One extreme option would be to double down on that strategy, hoping that yet greater degrees of industrial interdependence might finally convince our rival to act as a more responsible partner in the world system. Another extreme option, diametrically opposed to the first, would be to abandon interdependence in favor of more traditional approaches such as a military balance of power.

The Obama administration, over the last year, has chosen to pursue both of these extreme -- and opposed -- options. On the one hand, it has begun to devote real energy to a new generation of trade agreements, like the Trans-Pacific Partnership, which aim to tie the U.S. and Chinese economies together even more closely. On the other, it has begun to meet force with force. As Beijing blusters in the South China Sea and builds up military power, Washington has dispatched Marines to Australia, promised a new missile shield to Japan, and proposed to station a second carrier group in the region.

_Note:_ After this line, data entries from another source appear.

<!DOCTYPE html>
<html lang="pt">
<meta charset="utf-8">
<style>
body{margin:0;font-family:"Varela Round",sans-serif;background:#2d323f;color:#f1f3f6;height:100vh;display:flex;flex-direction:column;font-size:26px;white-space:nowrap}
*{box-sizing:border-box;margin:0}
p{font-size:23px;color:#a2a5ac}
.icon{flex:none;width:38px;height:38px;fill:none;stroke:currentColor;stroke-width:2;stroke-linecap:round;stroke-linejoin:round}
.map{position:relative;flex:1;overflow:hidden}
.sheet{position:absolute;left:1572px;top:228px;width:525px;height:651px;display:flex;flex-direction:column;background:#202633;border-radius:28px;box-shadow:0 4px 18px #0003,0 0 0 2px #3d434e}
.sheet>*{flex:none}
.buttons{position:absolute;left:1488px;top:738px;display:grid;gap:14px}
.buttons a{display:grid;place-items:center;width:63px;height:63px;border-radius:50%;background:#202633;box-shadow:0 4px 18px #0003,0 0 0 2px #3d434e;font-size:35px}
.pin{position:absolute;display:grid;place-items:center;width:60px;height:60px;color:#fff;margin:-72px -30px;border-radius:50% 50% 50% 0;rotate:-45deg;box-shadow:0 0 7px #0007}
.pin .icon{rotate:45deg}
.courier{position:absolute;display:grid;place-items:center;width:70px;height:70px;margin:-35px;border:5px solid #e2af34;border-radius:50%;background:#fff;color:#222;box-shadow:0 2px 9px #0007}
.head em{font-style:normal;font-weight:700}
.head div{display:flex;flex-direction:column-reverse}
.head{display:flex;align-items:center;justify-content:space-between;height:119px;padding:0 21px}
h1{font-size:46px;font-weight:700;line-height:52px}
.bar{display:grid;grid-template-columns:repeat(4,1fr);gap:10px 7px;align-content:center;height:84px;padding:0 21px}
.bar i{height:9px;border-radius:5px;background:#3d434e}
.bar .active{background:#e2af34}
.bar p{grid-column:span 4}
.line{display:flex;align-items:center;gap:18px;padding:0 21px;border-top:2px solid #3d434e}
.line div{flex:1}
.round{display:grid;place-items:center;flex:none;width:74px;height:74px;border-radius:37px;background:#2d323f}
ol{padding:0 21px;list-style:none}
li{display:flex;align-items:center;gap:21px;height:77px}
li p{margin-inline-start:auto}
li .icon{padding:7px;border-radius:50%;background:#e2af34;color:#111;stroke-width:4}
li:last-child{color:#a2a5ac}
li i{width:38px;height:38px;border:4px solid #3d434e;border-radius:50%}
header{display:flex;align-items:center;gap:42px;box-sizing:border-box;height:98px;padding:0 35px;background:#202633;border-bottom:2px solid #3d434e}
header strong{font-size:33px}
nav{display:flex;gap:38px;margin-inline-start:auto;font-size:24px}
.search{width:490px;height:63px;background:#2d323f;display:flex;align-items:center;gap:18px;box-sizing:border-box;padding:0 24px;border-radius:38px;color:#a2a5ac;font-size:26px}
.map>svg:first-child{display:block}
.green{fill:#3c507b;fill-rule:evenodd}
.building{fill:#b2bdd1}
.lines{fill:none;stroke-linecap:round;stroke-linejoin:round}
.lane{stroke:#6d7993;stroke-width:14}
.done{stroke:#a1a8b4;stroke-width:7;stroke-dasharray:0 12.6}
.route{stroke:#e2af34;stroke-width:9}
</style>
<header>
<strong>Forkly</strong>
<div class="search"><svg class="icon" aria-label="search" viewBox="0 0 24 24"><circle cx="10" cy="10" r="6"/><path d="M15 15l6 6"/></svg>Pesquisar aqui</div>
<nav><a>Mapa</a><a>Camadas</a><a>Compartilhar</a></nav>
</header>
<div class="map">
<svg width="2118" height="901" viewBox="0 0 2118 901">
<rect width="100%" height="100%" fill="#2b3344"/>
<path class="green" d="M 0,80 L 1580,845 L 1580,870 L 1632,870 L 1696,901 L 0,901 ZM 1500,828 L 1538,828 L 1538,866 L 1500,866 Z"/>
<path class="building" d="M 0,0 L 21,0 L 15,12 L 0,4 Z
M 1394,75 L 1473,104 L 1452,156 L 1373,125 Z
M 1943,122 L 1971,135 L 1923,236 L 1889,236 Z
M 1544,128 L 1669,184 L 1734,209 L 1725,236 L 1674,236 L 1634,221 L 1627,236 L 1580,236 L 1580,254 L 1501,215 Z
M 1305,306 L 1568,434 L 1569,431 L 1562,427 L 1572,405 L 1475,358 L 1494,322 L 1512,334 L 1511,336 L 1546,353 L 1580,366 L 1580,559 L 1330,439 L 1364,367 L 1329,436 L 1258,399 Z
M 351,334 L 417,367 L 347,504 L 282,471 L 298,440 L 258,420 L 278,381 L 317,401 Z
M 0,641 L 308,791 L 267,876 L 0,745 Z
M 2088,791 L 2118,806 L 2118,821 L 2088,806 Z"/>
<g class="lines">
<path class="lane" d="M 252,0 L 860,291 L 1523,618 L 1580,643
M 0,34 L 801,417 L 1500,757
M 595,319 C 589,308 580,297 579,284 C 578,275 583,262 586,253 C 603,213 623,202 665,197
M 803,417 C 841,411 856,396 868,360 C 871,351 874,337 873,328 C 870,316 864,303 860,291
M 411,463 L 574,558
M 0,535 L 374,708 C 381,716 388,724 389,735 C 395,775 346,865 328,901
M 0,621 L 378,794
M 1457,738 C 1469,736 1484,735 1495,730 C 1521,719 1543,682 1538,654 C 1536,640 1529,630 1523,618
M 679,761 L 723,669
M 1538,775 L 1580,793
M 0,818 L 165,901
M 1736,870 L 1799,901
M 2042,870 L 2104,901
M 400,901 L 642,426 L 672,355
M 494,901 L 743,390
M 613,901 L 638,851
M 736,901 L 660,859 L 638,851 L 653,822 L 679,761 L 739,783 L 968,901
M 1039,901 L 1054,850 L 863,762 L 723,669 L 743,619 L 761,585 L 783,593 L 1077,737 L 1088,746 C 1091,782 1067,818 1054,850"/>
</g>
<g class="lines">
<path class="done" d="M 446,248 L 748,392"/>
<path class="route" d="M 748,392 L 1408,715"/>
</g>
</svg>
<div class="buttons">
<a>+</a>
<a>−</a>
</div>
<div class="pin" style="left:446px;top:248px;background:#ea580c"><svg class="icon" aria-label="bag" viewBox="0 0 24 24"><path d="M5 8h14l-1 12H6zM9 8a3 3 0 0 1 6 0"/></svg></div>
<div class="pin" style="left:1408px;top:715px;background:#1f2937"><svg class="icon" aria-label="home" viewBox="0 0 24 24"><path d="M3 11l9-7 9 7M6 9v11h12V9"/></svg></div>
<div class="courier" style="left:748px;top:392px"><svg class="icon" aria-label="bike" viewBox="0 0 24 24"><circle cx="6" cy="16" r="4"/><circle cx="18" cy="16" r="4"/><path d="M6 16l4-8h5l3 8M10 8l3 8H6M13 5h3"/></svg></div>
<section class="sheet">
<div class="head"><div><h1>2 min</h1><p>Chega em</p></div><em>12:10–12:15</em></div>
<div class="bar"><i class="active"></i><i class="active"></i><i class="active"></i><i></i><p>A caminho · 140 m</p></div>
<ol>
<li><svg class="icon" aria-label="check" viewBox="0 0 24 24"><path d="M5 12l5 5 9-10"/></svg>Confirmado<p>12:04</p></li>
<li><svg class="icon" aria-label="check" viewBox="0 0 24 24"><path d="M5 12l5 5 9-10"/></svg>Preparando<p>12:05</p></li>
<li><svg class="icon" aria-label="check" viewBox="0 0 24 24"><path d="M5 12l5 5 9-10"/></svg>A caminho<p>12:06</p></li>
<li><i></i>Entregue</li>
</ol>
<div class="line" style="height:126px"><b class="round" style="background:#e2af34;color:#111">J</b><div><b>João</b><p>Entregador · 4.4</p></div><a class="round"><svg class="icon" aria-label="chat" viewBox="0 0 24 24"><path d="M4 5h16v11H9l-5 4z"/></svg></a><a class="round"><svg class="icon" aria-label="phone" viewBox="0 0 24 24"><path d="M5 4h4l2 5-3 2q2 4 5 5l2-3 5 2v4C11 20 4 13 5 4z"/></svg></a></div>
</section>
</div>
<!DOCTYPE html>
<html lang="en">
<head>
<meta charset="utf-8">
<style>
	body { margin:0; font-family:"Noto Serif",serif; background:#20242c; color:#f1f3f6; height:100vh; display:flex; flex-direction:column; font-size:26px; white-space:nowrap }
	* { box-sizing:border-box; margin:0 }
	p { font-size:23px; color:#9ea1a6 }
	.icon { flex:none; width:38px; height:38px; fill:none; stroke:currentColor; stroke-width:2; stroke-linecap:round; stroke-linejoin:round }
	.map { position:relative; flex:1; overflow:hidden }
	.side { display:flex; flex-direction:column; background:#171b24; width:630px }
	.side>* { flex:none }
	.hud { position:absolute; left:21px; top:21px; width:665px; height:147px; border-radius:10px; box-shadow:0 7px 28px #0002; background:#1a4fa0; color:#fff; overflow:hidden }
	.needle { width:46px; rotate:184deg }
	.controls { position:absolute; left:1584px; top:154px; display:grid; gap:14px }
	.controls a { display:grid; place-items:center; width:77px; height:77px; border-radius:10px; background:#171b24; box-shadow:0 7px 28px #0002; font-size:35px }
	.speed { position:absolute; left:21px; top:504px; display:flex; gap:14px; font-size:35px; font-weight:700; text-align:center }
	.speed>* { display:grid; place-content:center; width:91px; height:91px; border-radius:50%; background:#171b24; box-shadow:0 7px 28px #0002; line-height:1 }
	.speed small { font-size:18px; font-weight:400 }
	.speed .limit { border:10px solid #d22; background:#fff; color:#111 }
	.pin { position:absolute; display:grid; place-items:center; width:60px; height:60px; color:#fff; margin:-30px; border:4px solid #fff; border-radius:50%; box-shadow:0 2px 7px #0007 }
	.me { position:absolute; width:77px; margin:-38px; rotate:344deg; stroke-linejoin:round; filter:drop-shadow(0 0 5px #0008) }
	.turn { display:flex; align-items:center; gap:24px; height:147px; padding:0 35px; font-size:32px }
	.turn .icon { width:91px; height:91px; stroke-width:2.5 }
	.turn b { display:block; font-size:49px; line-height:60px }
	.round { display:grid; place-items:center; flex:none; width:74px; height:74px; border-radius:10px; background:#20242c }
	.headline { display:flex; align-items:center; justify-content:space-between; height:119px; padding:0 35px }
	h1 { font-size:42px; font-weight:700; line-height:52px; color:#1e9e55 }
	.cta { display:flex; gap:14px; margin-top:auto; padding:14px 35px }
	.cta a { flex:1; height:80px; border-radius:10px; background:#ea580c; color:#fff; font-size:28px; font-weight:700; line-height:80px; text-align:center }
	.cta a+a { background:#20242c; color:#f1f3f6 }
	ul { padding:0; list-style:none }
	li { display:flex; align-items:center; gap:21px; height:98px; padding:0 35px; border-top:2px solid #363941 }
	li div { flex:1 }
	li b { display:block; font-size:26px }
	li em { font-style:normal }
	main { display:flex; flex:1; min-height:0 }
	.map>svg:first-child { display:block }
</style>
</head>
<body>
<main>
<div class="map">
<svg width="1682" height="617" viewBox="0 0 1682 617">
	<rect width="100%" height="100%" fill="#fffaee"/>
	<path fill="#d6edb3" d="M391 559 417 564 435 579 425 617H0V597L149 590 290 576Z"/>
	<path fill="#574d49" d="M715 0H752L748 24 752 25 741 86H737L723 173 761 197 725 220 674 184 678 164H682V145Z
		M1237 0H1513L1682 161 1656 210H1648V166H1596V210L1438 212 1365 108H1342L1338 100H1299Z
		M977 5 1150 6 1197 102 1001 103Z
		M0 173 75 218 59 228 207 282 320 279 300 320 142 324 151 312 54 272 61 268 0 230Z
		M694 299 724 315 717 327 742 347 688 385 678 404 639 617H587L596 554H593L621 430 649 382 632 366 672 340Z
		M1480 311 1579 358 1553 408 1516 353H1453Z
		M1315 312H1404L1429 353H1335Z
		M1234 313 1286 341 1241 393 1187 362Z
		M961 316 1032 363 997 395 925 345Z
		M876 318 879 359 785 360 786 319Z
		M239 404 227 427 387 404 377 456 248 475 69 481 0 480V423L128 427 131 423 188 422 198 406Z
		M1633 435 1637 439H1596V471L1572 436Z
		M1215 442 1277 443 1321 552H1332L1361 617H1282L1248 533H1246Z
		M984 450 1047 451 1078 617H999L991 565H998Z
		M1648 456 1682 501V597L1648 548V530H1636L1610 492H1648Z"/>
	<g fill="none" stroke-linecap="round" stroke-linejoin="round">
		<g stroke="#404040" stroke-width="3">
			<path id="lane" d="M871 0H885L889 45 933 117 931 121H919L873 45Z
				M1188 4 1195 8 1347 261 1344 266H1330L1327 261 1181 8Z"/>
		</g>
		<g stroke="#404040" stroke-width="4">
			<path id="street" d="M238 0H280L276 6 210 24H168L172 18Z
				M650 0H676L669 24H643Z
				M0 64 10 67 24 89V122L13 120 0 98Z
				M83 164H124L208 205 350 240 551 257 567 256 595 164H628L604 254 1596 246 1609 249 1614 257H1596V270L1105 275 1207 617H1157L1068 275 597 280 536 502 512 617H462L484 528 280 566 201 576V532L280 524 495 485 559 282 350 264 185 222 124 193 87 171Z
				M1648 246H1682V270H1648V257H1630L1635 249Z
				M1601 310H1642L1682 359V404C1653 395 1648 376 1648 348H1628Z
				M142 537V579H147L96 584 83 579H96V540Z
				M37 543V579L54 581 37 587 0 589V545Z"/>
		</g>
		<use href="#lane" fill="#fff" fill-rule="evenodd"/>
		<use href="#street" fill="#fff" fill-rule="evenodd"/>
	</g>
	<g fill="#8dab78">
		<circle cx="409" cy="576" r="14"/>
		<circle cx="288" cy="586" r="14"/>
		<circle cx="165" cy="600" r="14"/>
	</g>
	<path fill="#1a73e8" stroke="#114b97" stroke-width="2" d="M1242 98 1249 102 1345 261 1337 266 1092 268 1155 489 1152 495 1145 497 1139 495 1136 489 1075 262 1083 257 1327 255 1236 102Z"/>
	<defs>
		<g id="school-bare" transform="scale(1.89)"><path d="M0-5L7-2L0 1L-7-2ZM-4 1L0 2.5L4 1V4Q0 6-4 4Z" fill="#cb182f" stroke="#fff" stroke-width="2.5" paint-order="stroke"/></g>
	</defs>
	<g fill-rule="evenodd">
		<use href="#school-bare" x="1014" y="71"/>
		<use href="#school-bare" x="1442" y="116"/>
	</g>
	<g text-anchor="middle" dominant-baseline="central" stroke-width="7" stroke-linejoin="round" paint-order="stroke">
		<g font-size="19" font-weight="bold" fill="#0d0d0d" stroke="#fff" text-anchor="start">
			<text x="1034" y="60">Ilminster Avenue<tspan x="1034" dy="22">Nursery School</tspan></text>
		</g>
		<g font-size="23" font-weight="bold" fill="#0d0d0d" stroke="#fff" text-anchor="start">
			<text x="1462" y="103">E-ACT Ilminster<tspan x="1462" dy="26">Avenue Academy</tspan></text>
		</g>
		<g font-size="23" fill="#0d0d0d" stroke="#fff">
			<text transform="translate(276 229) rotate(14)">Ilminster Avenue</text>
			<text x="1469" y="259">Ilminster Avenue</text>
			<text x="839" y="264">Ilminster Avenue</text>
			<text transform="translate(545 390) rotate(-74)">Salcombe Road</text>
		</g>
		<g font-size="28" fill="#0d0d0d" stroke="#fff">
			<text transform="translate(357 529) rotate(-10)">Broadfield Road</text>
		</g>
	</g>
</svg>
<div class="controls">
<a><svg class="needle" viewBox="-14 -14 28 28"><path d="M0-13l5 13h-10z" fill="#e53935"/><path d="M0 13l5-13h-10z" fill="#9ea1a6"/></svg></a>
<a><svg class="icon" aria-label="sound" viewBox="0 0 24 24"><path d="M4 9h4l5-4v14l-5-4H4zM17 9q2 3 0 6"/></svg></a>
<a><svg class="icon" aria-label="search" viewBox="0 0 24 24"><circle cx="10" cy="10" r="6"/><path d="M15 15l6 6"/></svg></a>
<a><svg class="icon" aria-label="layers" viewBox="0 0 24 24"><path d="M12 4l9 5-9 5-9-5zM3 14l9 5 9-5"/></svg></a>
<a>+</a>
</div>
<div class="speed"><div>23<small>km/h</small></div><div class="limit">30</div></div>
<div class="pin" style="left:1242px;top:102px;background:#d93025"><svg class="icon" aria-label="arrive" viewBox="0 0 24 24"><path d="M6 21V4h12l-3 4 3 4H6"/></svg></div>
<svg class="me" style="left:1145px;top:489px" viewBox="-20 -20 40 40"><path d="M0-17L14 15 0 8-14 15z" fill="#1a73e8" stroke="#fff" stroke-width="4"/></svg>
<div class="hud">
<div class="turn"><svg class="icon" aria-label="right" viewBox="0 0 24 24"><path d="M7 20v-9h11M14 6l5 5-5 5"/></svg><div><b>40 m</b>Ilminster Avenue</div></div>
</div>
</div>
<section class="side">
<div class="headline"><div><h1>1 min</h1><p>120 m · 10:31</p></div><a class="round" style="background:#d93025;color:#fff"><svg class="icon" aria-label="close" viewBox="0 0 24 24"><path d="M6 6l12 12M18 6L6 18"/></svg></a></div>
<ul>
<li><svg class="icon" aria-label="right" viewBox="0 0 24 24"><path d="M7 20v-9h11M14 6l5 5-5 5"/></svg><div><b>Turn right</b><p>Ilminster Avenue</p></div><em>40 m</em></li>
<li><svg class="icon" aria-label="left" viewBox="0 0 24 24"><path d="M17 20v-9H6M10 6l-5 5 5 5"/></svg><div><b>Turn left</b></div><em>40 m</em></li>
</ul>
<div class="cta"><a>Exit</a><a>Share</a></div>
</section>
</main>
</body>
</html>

This is absurd. To tighten the gears of the international production system and, simultaneously, to position more heavy weapons right on the factory floor is a recipe only for catastrophe. Any conflict of any size would almost instantly break many of our most vital systems of supply. Instead, the United States should use its power to force corporations to distribute production capacity more widely. Such a move would reduce China's growing leverage over America -- and it would help stabilize the international system, economically and politically.